¿Cuáles son los amparos que tienen carácter colectivo?

Los derechos que afectan a varios ciudadanos tienen una vía de solución a través de un amparo colectivo. Se plantean desde reclamos por la tarifa de un servicio público o las comisiones de un alquiler.

¿Qué es acción de amparo de carácter colectivo? La tarifa del subterráneo, la actividad de servicios públicos, las comisiones inmobiliarias por alquileres, hasta el número de personas en situación de calle, y la emergencia edilicia. Y demandas más llamativas como la prohibición de la entrega en línea de cajas de comercios de bolsas plásticas no biodegradables.

Los especialistas lo llaman el “derecho de Procesos-Colectivos-cuadro-768x490incidencia colectiva” porque no afecta a una sola persona. Está estipulado en la normativa porteña para derechos colectivos en sentido propio, indivisibles como puede ser una cuestión medioambiental y los homogéneos que refieren a los usuarios o consumidores.

El artículo 14 de la Constitución de la Ciudad explicita que los ciudadanos están habilitados para interponer amparos y que también lo están “las personas jurídicas defensoras de derechos o intereses colectivos, cuando la acción se ejerza contra alguna forma de discriminación, o en los casos en que se vean afectados estos derechos, como la protección del ambiente, del trabajo y la seguridad social, del patrimonio cultural e histórico de la Ciudad, de la competencia, del usuario o del consumidor”.

Este tipo de acción judicial “ciudadana” se realiza en “defensa de derechos de incidencia colectiva” y pueden ser promovidos por cualquier habitante afectado, por el Defensor del Pueblo de la Nación y de la Ciudad así como por organizaciones no gubernamentales (ONG). Además, facilita la eficiencia del sistema judicial con exceso de expedientes y para evitar la multiplicación de acciones con objeto idéntico o similar.

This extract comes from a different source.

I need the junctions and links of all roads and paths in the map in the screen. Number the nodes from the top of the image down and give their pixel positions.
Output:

“Los procesos colectivos, entonces, aparecen como mecanismos complejos destinados a permitir el control judicial en casos en los que, normalmente, se verifica una marcada asimetría entre la parte que padece la vulneración del derecho reconocido por el ordenamiento y quien lo menoscaba”, expresó la jueza de la Sala I de la Cámara de Apelaciones en lo Contencioso Administrativo y Tributario, Mariana Díaz.

Hechos, no palabras.

En materia estadística desde el 2005 hay procesos colectivos en la Ciudad Autónoma de Buenos Aires. Hubo picos en el 2009, 2013 y 2016. En estos tres años, se iniciaron 180 expedientes, mientras que entre los años 2005 y 2008 se realizaron solo 96 procesos. Es más, sólo en noviembre y diciembre del año pasado se llevaron a cabo 19 casos.

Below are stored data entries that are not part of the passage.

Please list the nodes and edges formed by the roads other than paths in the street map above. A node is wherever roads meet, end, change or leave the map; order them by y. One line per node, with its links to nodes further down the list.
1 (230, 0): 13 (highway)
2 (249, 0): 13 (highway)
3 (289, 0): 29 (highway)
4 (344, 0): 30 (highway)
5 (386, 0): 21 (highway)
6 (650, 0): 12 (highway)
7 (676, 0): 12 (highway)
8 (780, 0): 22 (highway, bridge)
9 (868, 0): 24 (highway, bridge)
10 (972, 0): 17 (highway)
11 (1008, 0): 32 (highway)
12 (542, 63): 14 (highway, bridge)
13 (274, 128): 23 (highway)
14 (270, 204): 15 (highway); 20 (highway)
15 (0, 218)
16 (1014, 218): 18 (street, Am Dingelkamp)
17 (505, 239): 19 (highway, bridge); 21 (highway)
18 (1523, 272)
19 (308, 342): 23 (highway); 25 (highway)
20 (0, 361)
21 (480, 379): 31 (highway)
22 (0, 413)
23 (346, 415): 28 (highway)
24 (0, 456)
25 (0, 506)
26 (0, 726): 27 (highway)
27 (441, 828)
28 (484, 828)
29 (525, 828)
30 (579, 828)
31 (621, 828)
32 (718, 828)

Las causas sobre obra pública sumaron el mayor número en 2016 totalizando catorce acciones en lugares como la Plaza Casa Cuna, Dorrego o Juan José Paso. Aunque también este tipo de expedientes se realizaron “colectivamente” por la peatonalización de la calle Juncal, una licitación de un viaducto ferroviario o la construcción de un estacionamiento subterráneo, entre algunos ejemplos.

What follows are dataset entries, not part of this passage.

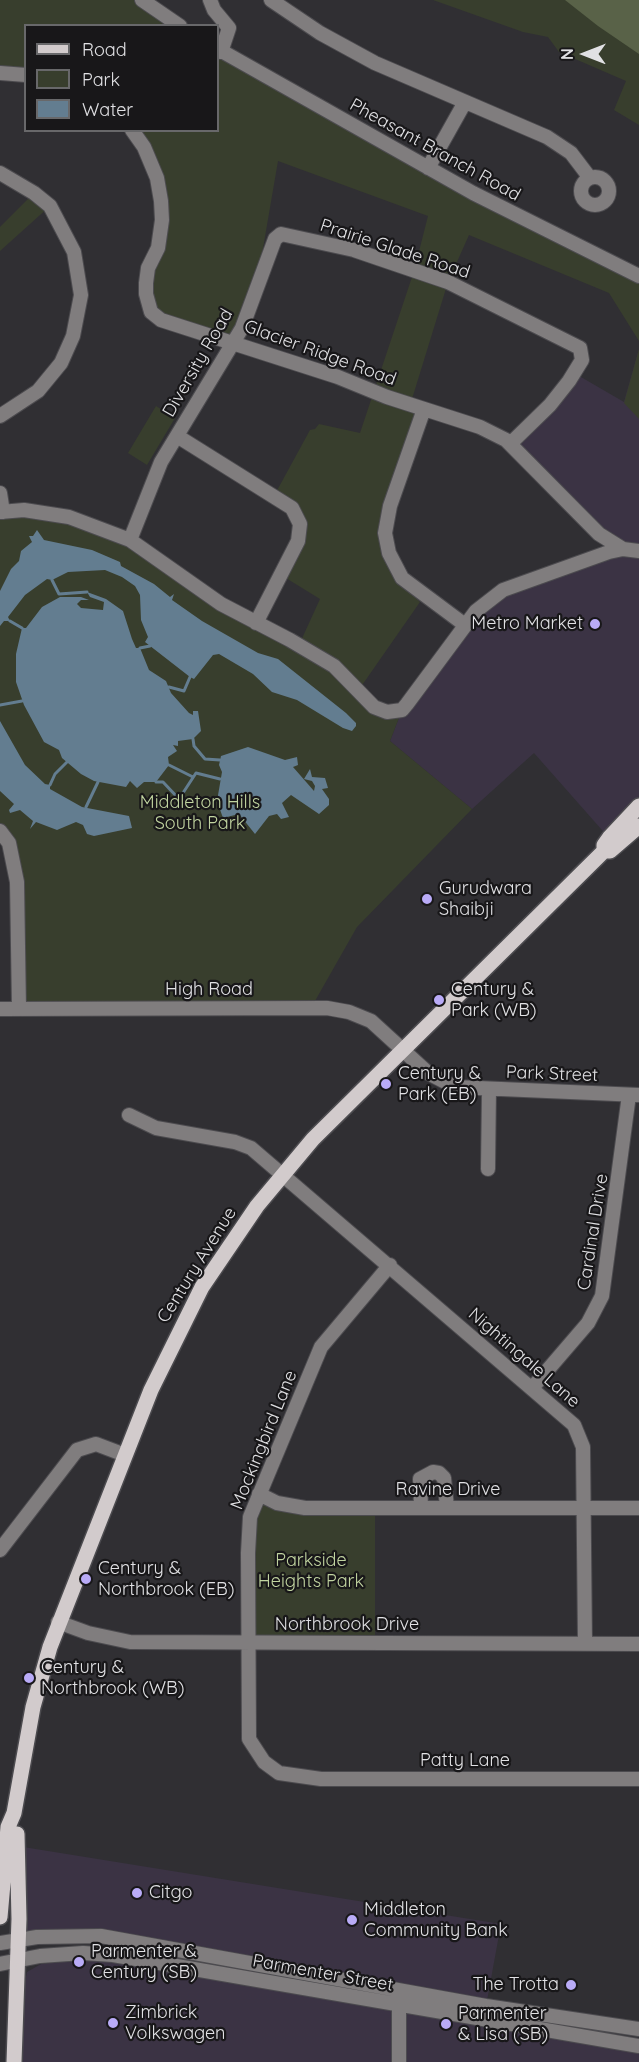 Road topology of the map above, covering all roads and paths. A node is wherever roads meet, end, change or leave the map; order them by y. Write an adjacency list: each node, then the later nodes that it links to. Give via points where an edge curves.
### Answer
1 (142, 0): 4 (street)
2 (210, 0): 5 (street, via 229,28)
3 (271, 0): 8 (street, via 375,63)
4 (177, 24)
5 (219, 50): 10 (street, Pheasant Branch Road)
6 (0, 73): 7 (street)
7 (24, 75)
8 (465, 102): 10 (street); 12 (street, via 547,137 571,153)
9 (133, 132): 15 (street, Glacier Ridge Road, via 157,178 161,201 158,248 146,283 151,312 161,320)
10 (428, 168): 14 (street, Pheasant Branch Road)
11 (0, 173): 17 (street, via 50,206 74,252 81,295 73,336 61,363 39,391)
12 (590, 178)
13 (279, 236): 15 (street, Diversity Road); 19 (street, Prairie Glade Road, via 295,235 354,250 448,282 580,348 582,360 568,381 550,405)
14 (639, 276)
15 (234, 341): 16 (street, Glacier Ridge Road); 18 (street, Diversity Road)
16 (424, 409): 19 (street, Glacier Ridge Road, via 480,427); 26 (street, via 390,506 385,534 389,553 402,578)
17 (0, 417)
18 (177, 436): 22 (street, Diversity Road, via 161,462); 25 (street, via 292,508 300,524 298,541)
19 (510, 444): 23 (street, Glacier Ridge Road, via 599,534)
20 (0, 494): 21 (street)
21 (2, 512): 22 (street, via 24,510 69,517)
22 (130, 540): 25 (street, via 221,604)
23 (623, 549): 24 (street); 26 (street, via 503,590 476,611)
24 (639, 551)
25 (256, 623): 26 (street, via 334,666 374,708 387,712 402,710)
26 (465, 626)
27 (639, 806): 30 (main road, Century Avenue, via 609,838)
28 (639, 826): 30 (main road, Century Avenue)
29 (0, 831): 32 (street, via 9,843 16,882)
30 (604, 851): 33 (main road, Century Avenue)
31 (0, 1009): 32 (street, High Road)
32 (20, 1009): 33 (street, High Road, via 327,1008 359,1015 384,1031)
33 (403, 1050): 34 (street, Park Street, via 440,1082); 38 (main road, Century Avenue)
34 (489, 1089): 35 (street, Park Street); 37 (street)
35 (634, 1095): 40 (street, Cardinal Drive, via 602,1296 588,1323)
36 (129, 1115): 38 (street, Nightingale Lane, via 156,1128 235,1142 251,1149)
37 (488, 1169)
38 (282, 1175): 39 (street, Nightingale Lane); 41 (main road, Century Avenue, via 202,1287 164,1359)
39 (390, 1266): 40 (street, Nightingale Lane); 42 (street, Mockingbird Lane, via 321,1347)
40 (532, 1387): 43 (street, Nightingale Lane, via 579,1434)
41 (125, 1455): 47 (street, via 96,1444 77,1450); 48 (main road, Century Avenue)
42 (260, 1494): 44 (street, Ravine Drive, via 277,1503 304,1508); 49 (street, Mockingbird Lane, via 249,1521)
43 (585, 1507): 45 (street, Ravine Drive); 46 (street, Ravine Drive); 50 (street, Nightingale Lane)
44 (421, 1508): 45 (street, Ravine Drive); 45 (street, via 420,1479 433,1472 444,1478)
45 (447, 1508)
46 (639, 1508)
47 (0, 1550)
48 (58, 1622): 49 (street, Northbrook Drive, via 130,1642); 54 (main road, Century Avenue, via 33,1707)
49 (249, 1643): 50 (street, Northbrook Drive); 52 (street, Mockingbird Lane, via 249,1739 257,1756 269,1767)
50 (585, 1644): 51 (street, Northbrook Drive)
51 (639, 1644)
52 (292, 1776): 53 (street, Patty Lane)
53 (639, 1779)
54 (14, 1813): 55 (main road, Century Avenue, via 8,1827); 56 (main road, Century Avenue, via 18,1827)
55 (0, 1917)
56 (18, 1939): 57 (street, Parmenter Street); 58 (main road, Century Avenue); 60 (street, Parmenter Street, via 101,1936)
57 (0, 1943)
58 (18, 1959): 59 (street, Parmenter Street); 61 (street, Parmenter Street, via 113,1954); 64 (main road, Century Avenue)
59 (0, 1964)
60 (399, 1990): 61 (street); 62 (street, Parmenter Street)
61 (398, 2005): 63 (street, Parmenter Street); 65 (street)
62 (639, 2029)
63 (639, 2046)
64 (14, 2062)
65 (399, 2062)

En segundo lugar se ubican los reclamos por “servicios públicos” y “consumidores y usuarios”. En este sentido, se cuestionó el servicio alternativo al taxi y la tarifa del subte, mientras que los problemas edilicios de barrios vulnerables e inmuebles públicos también fue objetivo de demandas de grupos de ciudadanos descontentos. Un claro ejemplo fue el estado de “emergencia edilicia” del Complejo Habitacional Soldati. Ya hubo siete el año pasado.

También se registraron 7 procesos vinculados a normas urbanísticas como la posible participación de la ciudadanía en el nuevo Código Urbanístico, el impedimento de construcción de un predio comercial en una zona parquizada, o por la remoción de un empedrado en el Pasaje San Irineo en Caballito.

El último proceso colectivo fue interpuesto por miembros científicos del Equipo Argentino de Antropología Forense el pasado 5 de abril con el objeto que elaborar un “Protocolo para la manipulación de cadáveres de personas no identificadas”.

El grupo de litigantes solicitan que se establezca “la obligatoriedad de obtener muestras de material biológico (ADN), con carácter previo a la inhumación o cremación de los cuerpos, en consonancia con los principios y parámetros que surgen del decreto N° 1093-PEN-2016, por el que se creó el denominado Sistema Federal de Búsqueda de Personas Desaparecidas y Extraviadas”. El recurso de amparo colectivo en cuestión se plantea con “el propósito de coadyuvar a la identificación de las personas fallecidas en la jurisdicción porteña”.